▶ Requirement:
Word for word, return every record.

Data entries:
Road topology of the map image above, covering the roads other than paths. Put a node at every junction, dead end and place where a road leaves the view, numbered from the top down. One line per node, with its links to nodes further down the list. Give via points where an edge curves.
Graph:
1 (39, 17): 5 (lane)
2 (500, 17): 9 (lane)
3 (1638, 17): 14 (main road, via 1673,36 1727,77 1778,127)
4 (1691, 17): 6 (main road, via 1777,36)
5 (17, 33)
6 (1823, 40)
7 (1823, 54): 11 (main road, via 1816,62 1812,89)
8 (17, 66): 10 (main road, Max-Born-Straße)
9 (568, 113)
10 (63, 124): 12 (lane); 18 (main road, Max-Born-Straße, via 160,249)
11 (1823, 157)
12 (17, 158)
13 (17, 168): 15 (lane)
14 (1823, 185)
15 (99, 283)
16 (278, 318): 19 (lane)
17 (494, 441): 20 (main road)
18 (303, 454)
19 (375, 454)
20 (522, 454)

▶ Problem solution:
Road topology of the map image above, covering the roads other than paths. Put a node at every junction, dead end and place where a road leaves the view, numbered from the top down. One line per node, with its links to nodes further down the list. Give via points where an edge curves.
Graph:
1 (39, 17): 5 (lane)
2 (500, 17): 9 (lane)
3 (1638, 17): 14 (main road, via 1673,36 1727,77 1778,127)
4 (1691, 17): 6 (main road, via 1777,36)
5 (17, 33)
6 (1823, 40)
7 (1823, 54): 11 (main road, via 1816,62 1812,89)
8 (17, 66): 10 (main road, Max-Born-Straße)
9 (568, 113)
10 (63, 124): 12 (lane); 18 (main road, Max-Born-Straße, via 160,249)
11 (1823, 157)
12 (17, 158)
13 (17, 168): 15 (lane)
14 (1823, 185)
15 (99, 283)
16 (278, 318): 19 (lane)
17 (494, 441): 20 (main road)
18 (303, 454)
19 (375, 454)
20 (522, 454)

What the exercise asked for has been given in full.